Requirement:
Copy out each line of the data holding "from".

---- Data records

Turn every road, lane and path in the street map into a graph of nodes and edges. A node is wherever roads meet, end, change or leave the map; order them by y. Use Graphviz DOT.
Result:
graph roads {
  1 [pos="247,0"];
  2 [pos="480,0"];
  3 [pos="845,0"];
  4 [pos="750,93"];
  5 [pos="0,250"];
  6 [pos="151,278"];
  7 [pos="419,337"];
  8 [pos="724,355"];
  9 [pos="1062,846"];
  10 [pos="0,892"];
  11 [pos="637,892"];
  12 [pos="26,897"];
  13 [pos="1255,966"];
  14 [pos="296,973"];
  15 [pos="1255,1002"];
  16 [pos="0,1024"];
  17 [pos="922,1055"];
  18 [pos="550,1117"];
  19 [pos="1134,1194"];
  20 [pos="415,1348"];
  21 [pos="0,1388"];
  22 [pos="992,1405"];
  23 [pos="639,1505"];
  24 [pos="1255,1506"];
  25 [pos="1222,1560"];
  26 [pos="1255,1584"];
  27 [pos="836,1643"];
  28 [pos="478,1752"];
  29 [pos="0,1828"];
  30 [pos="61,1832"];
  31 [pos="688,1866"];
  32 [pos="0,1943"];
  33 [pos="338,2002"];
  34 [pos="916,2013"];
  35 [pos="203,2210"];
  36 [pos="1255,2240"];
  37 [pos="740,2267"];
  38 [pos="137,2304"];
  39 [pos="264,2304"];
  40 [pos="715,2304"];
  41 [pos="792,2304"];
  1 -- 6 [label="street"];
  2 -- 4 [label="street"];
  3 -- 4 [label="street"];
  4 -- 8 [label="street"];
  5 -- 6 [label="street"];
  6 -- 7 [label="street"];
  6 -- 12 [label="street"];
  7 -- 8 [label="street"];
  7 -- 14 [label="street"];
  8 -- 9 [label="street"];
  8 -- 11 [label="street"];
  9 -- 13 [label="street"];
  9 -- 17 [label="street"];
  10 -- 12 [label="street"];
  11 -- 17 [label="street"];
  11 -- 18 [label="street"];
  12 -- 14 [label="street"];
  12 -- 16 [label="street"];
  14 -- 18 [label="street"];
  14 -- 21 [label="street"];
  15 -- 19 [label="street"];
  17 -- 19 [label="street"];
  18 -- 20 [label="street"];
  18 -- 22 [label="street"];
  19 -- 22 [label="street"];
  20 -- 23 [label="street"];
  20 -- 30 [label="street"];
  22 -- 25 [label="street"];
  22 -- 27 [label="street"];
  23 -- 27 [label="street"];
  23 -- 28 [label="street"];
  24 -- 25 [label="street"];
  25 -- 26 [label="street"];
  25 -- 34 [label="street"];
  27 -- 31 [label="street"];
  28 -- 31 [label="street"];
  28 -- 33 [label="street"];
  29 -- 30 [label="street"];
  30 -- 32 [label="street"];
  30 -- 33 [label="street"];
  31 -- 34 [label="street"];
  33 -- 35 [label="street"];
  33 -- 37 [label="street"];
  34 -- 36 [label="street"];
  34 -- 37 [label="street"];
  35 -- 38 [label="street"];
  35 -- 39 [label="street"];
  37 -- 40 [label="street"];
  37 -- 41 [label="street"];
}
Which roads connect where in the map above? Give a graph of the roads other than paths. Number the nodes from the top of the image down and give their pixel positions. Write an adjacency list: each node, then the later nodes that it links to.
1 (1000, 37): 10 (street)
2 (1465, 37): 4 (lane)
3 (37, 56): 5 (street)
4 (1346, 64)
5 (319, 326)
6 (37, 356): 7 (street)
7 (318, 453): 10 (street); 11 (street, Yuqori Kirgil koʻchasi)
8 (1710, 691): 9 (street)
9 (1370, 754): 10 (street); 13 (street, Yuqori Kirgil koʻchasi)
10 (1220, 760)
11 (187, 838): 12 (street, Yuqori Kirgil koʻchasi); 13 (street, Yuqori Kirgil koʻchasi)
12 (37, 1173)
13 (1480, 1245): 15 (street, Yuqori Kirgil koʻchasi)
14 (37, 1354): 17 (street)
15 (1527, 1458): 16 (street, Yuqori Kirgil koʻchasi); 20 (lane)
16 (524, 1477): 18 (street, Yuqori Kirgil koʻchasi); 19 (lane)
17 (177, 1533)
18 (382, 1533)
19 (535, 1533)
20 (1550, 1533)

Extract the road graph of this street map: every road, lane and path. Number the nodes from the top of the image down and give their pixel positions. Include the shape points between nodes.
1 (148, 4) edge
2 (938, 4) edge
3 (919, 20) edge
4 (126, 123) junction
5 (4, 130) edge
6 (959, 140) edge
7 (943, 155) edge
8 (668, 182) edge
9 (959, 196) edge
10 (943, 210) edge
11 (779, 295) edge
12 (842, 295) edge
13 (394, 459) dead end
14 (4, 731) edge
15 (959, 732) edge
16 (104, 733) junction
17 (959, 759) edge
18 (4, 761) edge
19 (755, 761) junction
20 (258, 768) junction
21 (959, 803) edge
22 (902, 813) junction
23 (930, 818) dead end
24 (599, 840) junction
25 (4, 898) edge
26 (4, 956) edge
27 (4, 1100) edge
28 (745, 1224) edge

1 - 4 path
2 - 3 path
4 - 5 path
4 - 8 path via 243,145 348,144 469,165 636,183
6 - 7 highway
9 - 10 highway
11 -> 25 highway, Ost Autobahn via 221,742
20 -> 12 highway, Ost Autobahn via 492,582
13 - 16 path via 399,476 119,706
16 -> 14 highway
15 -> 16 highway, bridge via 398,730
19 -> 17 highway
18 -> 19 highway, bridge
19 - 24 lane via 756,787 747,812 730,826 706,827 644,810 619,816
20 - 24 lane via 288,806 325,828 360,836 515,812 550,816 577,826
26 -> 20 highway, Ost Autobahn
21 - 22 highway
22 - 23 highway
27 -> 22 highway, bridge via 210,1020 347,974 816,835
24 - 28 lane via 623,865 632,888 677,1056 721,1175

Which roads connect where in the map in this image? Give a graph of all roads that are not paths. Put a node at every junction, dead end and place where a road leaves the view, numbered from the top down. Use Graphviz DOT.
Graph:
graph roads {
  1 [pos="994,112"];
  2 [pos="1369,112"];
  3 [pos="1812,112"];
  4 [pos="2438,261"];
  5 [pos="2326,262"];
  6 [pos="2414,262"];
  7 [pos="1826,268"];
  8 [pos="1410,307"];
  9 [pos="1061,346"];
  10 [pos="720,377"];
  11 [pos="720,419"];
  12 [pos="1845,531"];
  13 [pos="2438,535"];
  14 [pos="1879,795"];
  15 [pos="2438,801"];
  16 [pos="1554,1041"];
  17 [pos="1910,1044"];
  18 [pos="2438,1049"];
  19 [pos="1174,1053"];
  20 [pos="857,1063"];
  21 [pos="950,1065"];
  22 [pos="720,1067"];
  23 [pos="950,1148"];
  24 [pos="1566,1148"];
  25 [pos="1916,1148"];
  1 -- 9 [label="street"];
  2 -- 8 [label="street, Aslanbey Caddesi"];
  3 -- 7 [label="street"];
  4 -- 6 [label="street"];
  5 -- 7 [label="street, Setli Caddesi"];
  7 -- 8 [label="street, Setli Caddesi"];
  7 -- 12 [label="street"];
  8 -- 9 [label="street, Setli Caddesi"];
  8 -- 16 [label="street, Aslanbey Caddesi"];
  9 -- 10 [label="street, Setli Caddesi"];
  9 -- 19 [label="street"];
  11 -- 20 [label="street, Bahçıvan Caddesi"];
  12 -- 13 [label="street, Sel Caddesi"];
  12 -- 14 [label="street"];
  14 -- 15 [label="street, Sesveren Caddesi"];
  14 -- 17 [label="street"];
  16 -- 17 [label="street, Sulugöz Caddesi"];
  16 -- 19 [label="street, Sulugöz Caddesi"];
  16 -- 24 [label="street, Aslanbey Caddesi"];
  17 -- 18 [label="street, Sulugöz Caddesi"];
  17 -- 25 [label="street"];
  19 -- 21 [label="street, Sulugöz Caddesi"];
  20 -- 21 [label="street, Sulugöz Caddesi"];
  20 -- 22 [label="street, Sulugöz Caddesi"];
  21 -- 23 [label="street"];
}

--------

Solution:
Which roads connect where in the map above? Give a graph of the roads other than paths. Number the nodes from the top of the image down and give their pixel positions. Write an adjacency list: each node, then the later nodes that it links to.
Extract the road graph of this street map: every road, lane and path. Number the nodes from the top of the image down and give their pixel positions. Include the shape points between nodes.
Which roads connect where in the map in this image? Give a graph of all roads that are not paths. Put a node at every junction, dead end and place where a road leaves the view, numbered from the top down. Use Graphviz DOT.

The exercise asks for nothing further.